### What the task requires
The answer must be a single number, namely how many lines in the entries below contain the string "永安東街".

### Source data
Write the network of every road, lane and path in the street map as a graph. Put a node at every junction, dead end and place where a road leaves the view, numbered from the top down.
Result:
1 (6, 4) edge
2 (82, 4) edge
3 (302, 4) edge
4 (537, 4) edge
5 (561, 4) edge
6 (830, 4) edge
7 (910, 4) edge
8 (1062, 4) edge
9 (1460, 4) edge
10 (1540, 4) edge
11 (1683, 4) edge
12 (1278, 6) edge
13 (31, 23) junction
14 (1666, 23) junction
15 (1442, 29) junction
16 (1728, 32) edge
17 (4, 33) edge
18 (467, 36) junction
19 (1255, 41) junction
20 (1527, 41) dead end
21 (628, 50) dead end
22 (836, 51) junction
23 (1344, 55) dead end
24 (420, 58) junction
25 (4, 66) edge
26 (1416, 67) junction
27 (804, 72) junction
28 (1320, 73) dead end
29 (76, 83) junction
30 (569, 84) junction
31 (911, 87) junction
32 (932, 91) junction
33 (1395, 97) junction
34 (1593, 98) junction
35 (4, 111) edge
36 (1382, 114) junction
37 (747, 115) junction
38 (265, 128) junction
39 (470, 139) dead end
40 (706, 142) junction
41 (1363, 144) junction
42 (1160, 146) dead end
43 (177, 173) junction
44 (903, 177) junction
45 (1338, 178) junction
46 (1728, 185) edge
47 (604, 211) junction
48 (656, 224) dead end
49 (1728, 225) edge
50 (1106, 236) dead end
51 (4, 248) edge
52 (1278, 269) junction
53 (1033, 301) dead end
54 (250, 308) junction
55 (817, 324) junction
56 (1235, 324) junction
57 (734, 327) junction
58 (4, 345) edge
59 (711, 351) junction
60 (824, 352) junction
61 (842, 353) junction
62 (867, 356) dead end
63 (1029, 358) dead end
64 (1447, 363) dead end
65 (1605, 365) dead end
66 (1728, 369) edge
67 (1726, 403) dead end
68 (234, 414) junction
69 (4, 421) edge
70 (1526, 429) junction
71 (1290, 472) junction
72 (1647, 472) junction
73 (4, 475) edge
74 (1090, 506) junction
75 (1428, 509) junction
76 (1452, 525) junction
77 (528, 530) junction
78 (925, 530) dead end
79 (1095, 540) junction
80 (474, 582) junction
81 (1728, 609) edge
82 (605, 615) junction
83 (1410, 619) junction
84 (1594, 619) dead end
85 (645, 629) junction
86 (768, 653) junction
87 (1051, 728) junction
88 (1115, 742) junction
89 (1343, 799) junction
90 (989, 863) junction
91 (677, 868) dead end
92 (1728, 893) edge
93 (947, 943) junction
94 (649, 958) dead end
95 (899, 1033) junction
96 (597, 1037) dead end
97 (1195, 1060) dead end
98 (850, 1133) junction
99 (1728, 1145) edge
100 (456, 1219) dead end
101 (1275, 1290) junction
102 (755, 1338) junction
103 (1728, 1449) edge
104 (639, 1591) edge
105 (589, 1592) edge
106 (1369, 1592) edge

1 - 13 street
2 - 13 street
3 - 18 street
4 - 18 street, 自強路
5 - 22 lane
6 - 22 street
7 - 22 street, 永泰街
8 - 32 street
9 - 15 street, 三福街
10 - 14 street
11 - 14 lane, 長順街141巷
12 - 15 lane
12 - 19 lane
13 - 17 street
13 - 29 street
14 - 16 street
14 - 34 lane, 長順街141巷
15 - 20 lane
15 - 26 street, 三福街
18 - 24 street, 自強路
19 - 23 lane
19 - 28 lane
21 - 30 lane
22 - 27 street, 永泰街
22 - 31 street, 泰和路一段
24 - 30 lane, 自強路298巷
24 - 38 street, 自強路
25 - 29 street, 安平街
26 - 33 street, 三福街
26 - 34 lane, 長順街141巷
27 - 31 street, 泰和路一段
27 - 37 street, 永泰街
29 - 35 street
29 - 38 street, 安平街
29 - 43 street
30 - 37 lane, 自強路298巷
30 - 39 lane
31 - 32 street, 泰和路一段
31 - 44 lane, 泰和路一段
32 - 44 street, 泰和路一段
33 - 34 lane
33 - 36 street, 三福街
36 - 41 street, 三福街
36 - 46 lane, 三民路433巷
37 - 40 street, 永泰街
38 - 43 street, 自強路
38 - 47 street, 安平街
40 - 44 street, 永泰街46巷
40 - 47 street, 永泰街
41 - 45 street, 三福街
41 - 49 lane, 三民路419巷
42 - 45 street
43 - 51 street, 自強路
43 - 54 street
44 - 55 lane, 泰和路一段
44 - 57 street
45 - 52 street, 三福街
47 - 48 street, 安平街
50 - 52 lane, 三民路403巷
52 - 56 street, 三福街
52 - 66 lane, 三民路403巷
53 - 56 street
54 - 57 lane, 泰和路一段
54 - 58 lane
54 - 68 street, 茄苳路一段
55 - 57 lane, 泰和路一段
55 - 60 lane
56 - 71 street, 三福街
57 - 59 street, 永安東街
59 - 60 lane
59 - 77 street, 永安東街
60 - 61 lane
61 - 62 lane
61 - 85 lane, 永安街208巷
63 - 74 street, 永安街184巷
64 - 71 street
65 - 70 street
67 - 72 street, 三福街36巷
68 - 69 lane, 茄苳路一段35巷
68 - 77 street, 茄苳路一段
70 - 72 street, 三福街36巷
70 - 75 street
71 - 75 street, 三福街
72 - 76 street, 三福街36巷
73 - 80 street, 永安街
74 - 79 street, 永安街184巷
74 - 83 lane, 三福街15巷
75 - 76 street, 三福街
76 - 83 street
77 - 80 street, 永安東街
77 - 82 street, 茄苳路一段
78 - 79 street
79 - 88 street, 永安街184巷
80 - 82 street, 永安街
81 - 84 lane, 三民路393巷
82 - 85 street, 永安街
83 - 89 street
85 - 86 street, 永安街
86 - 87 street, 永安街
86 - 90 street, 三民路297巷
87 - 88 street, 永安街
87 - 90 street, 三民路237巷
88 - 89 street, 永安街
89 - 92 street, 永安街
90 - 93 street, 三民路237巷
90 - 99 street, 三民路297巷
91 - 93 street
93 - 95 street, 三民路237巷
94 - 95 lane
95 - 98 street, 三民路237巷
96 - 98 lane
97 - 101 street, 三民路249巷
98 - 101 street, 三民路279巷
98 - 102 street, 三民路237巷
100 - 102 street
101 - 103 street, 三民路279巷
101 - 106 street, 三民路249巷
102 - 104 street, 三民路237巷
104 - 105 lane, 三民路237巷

### Answer to this exercise
3